Extended Data Fig. 7: Validation of inferred perturbation integration.

a–c, Perturbation–phenotype association. Spatially resolved visualization of the inferred probabilities indicating the presence or absence of each of the 8 perturbations associated with annotated tumour nodules (Methods). a, A representative sample is displayed. A generalized linear model (GLM) predicts phenotype expression signals based on the estimated probabilities of perturbation presence (Methods). b, Phenotypes are defined as direct target transcripts associated with perturbations such as shKmt2c-Kmt2c and shTrp53-Trp53. Expression data are log1p-transformed.
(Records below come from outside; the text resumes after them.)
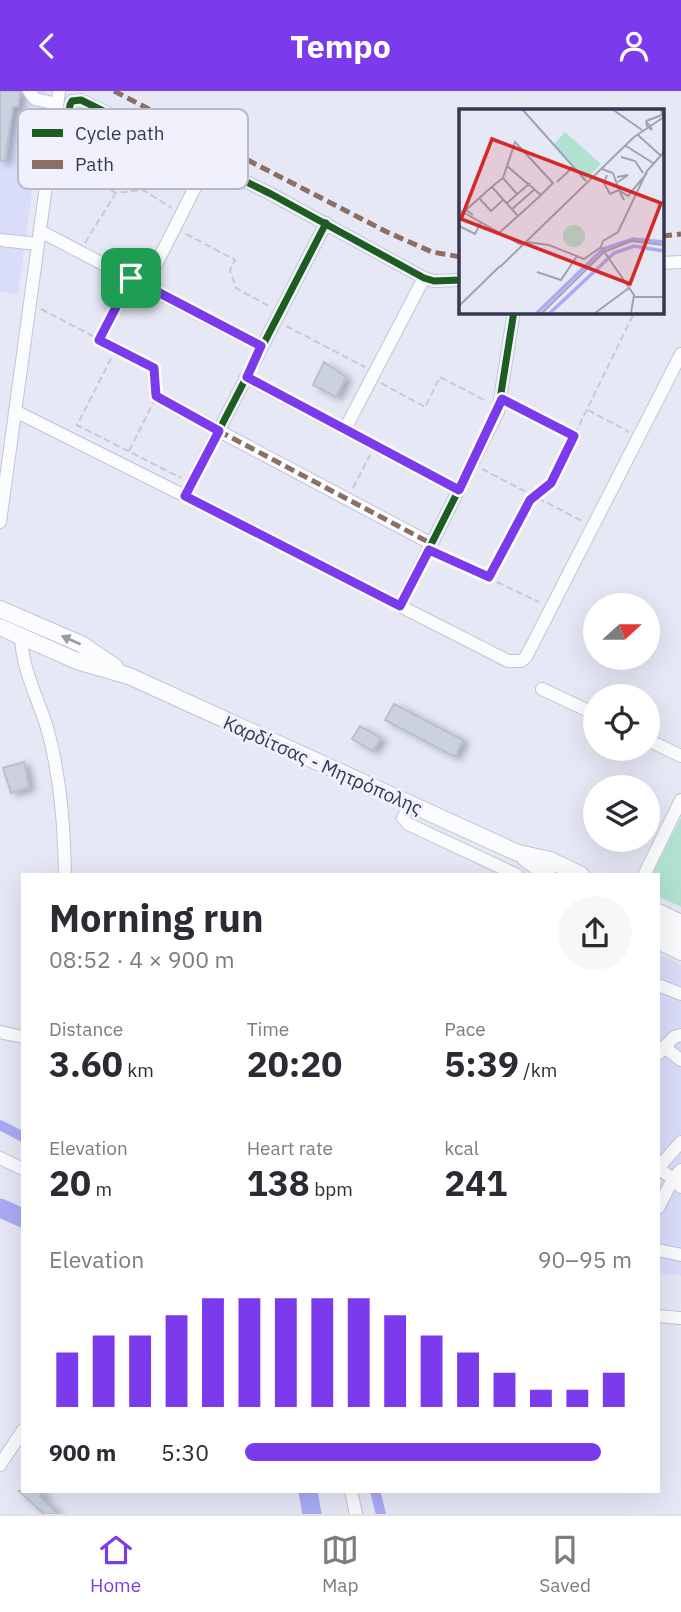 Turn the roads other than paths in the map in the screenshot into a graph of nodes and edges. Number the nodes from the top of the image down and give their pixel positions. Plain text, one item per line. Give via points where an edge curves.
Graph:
1 (29, 91) edge
2 (58, 98) edge
3 (69, 109) edge
4 (98, 109) edge
5 (248, 183) edge
6 (46, 189) edge
7 (194, 189) edge
8 (326, 223) junction
9 (39, 238) junction
10 (0, 240) edge
11 (425, 278) junction
12 (459, 280) edge
13 (145, 286) junction
14 (514, 313) edge
15 (261, 346) junction
16 (681, 354) edge
17 (247, 377) junction
18 (15, 411) junction
19 (345, 429) junction
20 (219, 431) junction
21 (459, 490) junction
22 (185, 496) junction
23 (0, 521) edge
24 (431, 547) junction
25 (400, 606) junction
26 (0, 609) edge
27 (0, 627) edge
28 (21, 636) junction
29 (129, 676) junction
30 (542, 689) dead end
31 (583, 708) edge
32 (660, 746) edge
33 (681, 756) edge
34 (681, 800) edge
35 (409, 804) junction
36 (518, 853) junction
37 (65, 873) edge
38 (513, 873) edge
39 (545, 873) edge
40 (576, 873) edge
41 (645, 873) edge
42 (660, 915) edge
43 (660, 928) edge
44 (675, 938) edge
45 (660, 986) edge
46 (681, 994) edge
47 (0, 1032) edge
48 (680, 1036) edge
49 (21, 1037) edge
50 (661, 1051) edge
51 (681, 1061) edge
52 (681, 1142) edge
53 (0, 1158) edge
54 (660, 1165) edge
55 (21, 1167) edge
56 (660, 1168) edge
57 (678, 1179) edge
58 (660, 1204) edge
59 (660, 1250) edge
60 (681, 1255) edge
61 (660, 1316) edge
62 (681, 1318) edge
63 (21, 1433) edge
64 (0, 1465) edge
65 (351, 1493) edge
66 (356, 1514) edge

1 - 2 street via 35,99
3 - 4 street via 77,99
5 - 8 street
6 - 9 street
7 - 13 street
8 - 11 street
8 - 15 street
9 - 10 street
9 - 13 street via 79,252
9 - 18 street
11 - 12 street
11 - 19 street
13 - 15 street
14 - 21 street via 501,404
15 - 17 street
16 - 25 street via 526,657 514,663
17 - 19 street
17 - 20 street
18 - 22 street
18 - 23 street
19 - 21 street
20 - 22 street
20 - 24 street
21 - 24 street
22 - 25 street
24 - 25 street
29 -> 26 main road, Καρδίτσας - Μητρόπολης via 81,644
27 - 28 main road, Καρδίτσας - Μητρόπολης
28 - 29 main road, Καρδίτσας - Μητρόπολης via 77,661
28 - 37 street via 24,666 44,717 61,790
29 - 35 main road, Καρδίτσας - Μητρόπολης
30 - 31 street
32 - 33 street
34 - 41 street
35 - 36 main road, Καρδίτσας - Μητρόπολης
35 - 38 street via 403,818 408,824
36 - 39 main road, Καρδίτσας - Μητρόπολης
36 - 40 main road, Καρδίτσας - Μητρόπολης via 550,860
42 - 44 main road
43 - 44 main road
45 - 46 street
47 - 49 street
48 - 50 street
50 - 51 street
52 - 54 street
53 - 55 street
56 - 57 street
57 - 58 street
59 - 60 street
61 - 62 street
63 - 64 street
65 - 66 street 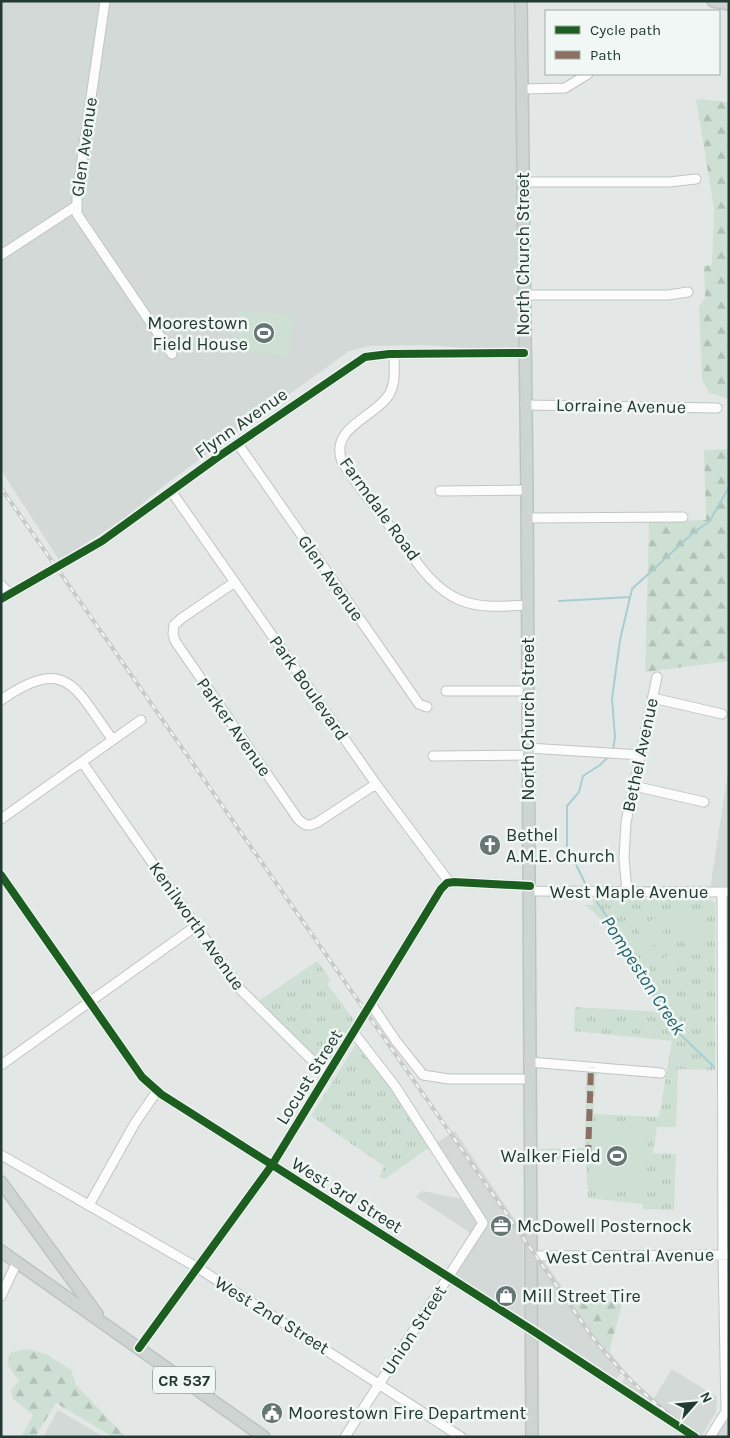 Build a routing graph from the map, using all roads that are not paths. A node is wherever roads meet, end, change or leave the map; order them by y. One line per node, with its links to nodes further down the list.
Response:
1 (105, 1): 9 (street, Glen Avenue)
2 (521, 1): 6 (main road, North Church Street)
3 (713, 1): 4 (main road)
4 (729, 4)
5 (586, 75): 6 (street)
6 (523, 89): 8 (main road, North Church Street)
7 (696, 179): 8 (street)
8 (523, 182): 12 (main road, North Church Street)
9 (76, 206): 10 (street); 14 (street, Glen Avenue)
10 (1, 255)
11 (688, 292): 12 (street)
12 (524, 295): 13 (main road, North Church Street)
13 (524, 353): 15 (street, Flynn Avenue); 16 (main road, North Church Street)
14 (172, 354)
15 (394, 354): 18 (street, Flynn Avenue); 27 (street, Farmdale Road)
16 (525, 405): 17 (street, Lorraine Avenue); 20 (main road, North Church Street)
17 (717, 408)
18 (238, 444): 21 (street, Flynn Avenue); 33 (street, Glen Avenue)
19 (440, 490): 20 (street)
20 (527, 490): 23 (main road, North Church Street)
21 (171, 491): 24 (street, Park Boulevard); 26 (street, Flynn Avenue)
22 (683, 516): 23 (street)
23 (527, 518): 27 (main road, North Church Street)
24 (236, 582): 41 (street, Park Boulevard); 41 (street, Parker Avenue)
25 (1, 585): 26 (street)
26 (6, 597)
27 (528, 604): 30 (main road, North Church Street)
28 (657, 677): 31 (street, Bethel Avenue)
29 (446, 691): 30 (street)
30 (528, 691): 37 (main road, North Church Street)
31 (653, 698): 34 (street); 38 (street, Bethel Avenue)
32 (1, 700): 36 (street)
33 (427, 707)
34 (722, 714)
35 (141, 720): 36 (street)
36 (113, 740): 40 (street)
37 (528, 752): 38 (street); 39 (street); 47 (main road, North Church Street)
38 (640, 755): 42 (street, Bethel Avenue)
39 (433, 756)
40 (82, 762): 44 (street); 50 (street, Kenilworth Avenue)
41 (376, 784): 46 (street, Park Boulevard)
42 (634, 786): 43 (street); 48 (street, Bethel Avenue)
43 (704, 802)
44 (1, 819)
45 (1, 875): 51 (street, West 3rd Street)
46 (450, 882): 47 (street); 52 (street, Locust Street)
47 (530, 888): 48 (street, West Maple Avenue); 54 (main road, North Church Street)
48 (627, 892): 49 (street, West Maple Avenue)
49 (726, 892): 62 (street)
50 (196, 926): 51 (street); 57 (street, Kenilworth Avenue)
51 (90, 1002): 55 (street); 59 (street, West 3rd Street)
52 (371, 1004): 53 (street, Locust Street); 58 (street)
53 (354, 1033): 57 (street, Locust Street); 72 (street, Union Street)
54 (529, 1062): 56 (street); 58 (main road, North Church Street)
55 (1, 1065)
56 (661, 1073)
57 (328, 1076): 61 (street, Locust Street)
58 (528, 1079): 68 (main road, North Church Street)
59 (157, 1091): 61 (street, West 3rd Street); 65 (street)
60 (1, 1155): 65 (street, West 2nd Street)
61 (272, 1165): 71 (street, Locust Street); 72 (street, West 3rd Street)
62 (726, 1175): 64 (street)
63 (1, 1182): 70 (main road, CR 537)
64 (726, 1199): 67 (street)
65 (89, 1205): 71 (street, West 2nd Street)
66 (1, 1251): 69 (main road)
67 (726, 1255): 68 (street, West Central Avenue); 79 (street)
68 (531, 1256): 76 (main road, North Church Street)
69 (18, 1262): 73 (main road); 74 (street)
70 (61, 1265): 73 (main road); 75 (main road, CR 537)
71 (198, 1268): 77 (street, Locust Street); 78 (street, West 2nd Street)
72 (448, 1277): 76 (street, West 3rd Street); 78 (street, Union Street)
73 (61, 1292): 75 (main road, CR 537)
74 (1, 1296)
75 (104, 1323): 77 (main road, CR 537)
76 (532, 1330): 83 (main road, North Church Street); 84 (street, West 3rd Street)
77 (139, 1348): 80 (main road, CR 537)
78 (380, 1384): 81 (street, Union Street); 82 (street, West 2nd Street)
79 (727, 1409): 85 (street)
80 (264, 1437)
81 (345, 1437)
82 (461, 1437)
83 (532, 1437)
84 (695, 1437)
85 (710, 1437)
Note that shTrp53 is linked to a GFP peptide barcode and shKmt2c is linked to a RFP barcode (Extended Data Fig. 1). c, Hence we infer shTrp53-GFP-positive phenotype and shKmt2c-RFP-positive phenotype. Representative IHCs for a corresponding ROI on a serial section. Baseline depicts background phenotype marker expression. Data are presented as feature coefficients shown as mean and error-bars depict 3σ confidence intervals. As in Fig. 3c, and d. d, H&E and IHC for GFP, RFP, GS. Three representative FFPE samples from a single RUBIX experiment with two animals were sectioned and stained for H&E (see Extended Data Fig. 2). GFP and RFP IHC staining was performed on two individual serial sections. GS IHC staining was performed on serial sections. GFP and RFP were embedded in perturbation plasmids as orthogonal barcodes (see Methods and Extended Data Fig. 1). GS is a well-known marker for liver WNT/mtCtnnb1-signalling activity (see Fig. 3d). e, GFP and RFP detection for the same hepatocellular tumour nodules to spatially map peptide barcode combinations associated with introduced perturbations. Left: H&E. Zoom-in: GFP and RFP respectively. Note that one tumour nodule is positive for RFP alone whereas the other tumour nodule is positive for both GFP as well as RFP peptide barcodes. A representative example is shown. Data is derived from 324 nodules across 6 topographically separated regions used for 10X Visium from a single RUBIX experiment with two animals. Mapping GFP and RFP IHC data is derived from 3 corresponding sections from a single RUBIX experiment with two animals.